Please see this example issue of KDIGO (which at time of writing is available with FREE access to all articles).
As part of my role I was encouraged to learn new skills and technologies. I undertook two training courses with an external company, PTR Training based in Wokingham. My first course with them in December 2010 was on XSLT and paved the way for my transition to the web development team. I returned to PTR in November 2012 to undertake a course in Fundamentals of Computer Programming using JAVA. A wealth of training materials was also made available to me and I learned many new technologies including jQuery, Ruby, Python and PHP.
Our web development team instituted a monthly training session that would allow us to share our skills with other team members. Together we attended training sessions on various subjects including User Experience and Interface design, creating an XML DTD, and my contribution was a presentation on CSS. All of my other team members were back end coders and had no experience with front end at all so this was incredibly useful for them to learn how the code they were creating would eventually be implemented on the web page.
The presentation actually turned out to be really huge so it covered three of our monthly sessions in 2013. I covered the basics of text formatting, box model, positioning, psuedo classes and selectors. I included some CSS3 elements that were new to me at the time so I learned quite a bit through taking this on myself. The training sessions also included time for everyone to do some hands on CSS coding which wasn't easy because one of my team members was in the New York office, but through teleconferencing and screen sharing we were able to pass on and share our knowledge.
The biggest project I took on during my time as a Web Production Editor was the redesign of the European Molecular Biology Journal (EMBOJ) and the European Molecular Biology Reports (EMBOR) web sites for nature.com. This was a ten month project during which I was heavily involved with liaising with the development team to build the pages and creating the CSS that would ensure correct display to match the wireframes supplied to us by EMBO. During those ten months I also had my regular duties to attend to, but during the crunch time that led up to the website launch I was solely focussed on fixing bug and display issues throughout the main pages of the site and the conversion of the archive to the new display format.
When Nature takes on the publication of a new Academic Society journal we need to convert the existing archive from the old publisher's website to the nature.com format. I worked on several archive conversion projects for new journals that we took on including Polymer Journal, Nutrition & Diabetes, and Light: Science & Applications.

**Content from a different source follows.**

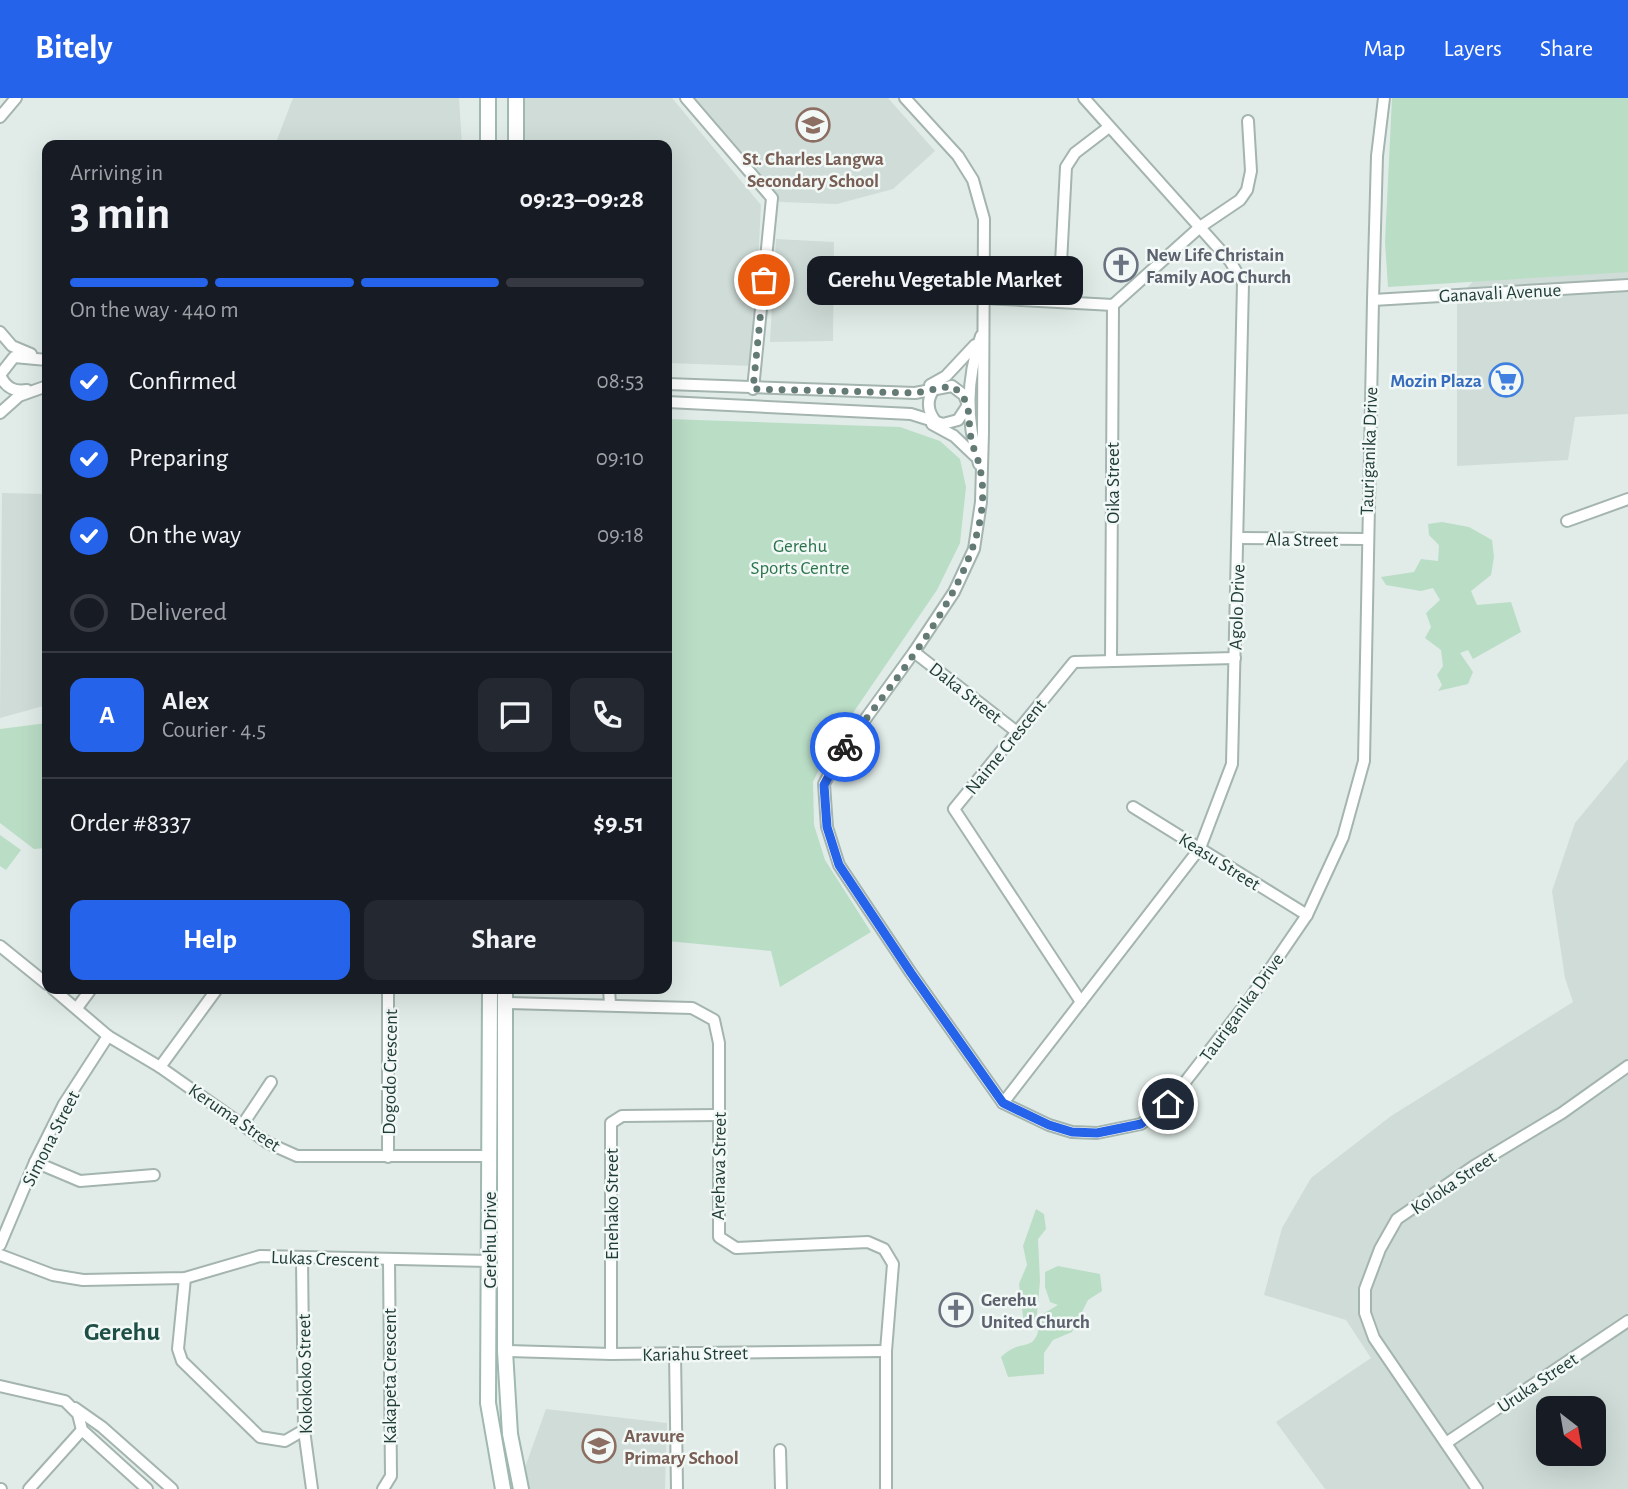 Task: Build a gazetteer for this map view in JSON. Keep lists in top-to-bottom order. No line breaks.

Part of my duties as a Web Production Editor was to send out email alerts to subscribed members when a new issue is published. The issue builder includes the output of the email alert in HTML and Text formats. The email alerts are sent out using SilverPop which handles all of the mailing list subscription data including format preferences. My role was to ensure the correct display and content was included and to fix any errors before sending via SilverPop.
When SilverPop was first introduced I was tasked with documenting how to use it. I created a Word document with step by step instructions and screenshots to ensure my other team members, including those based in India, would be able to use SilverPop to send out email alerts and fix errors in the code.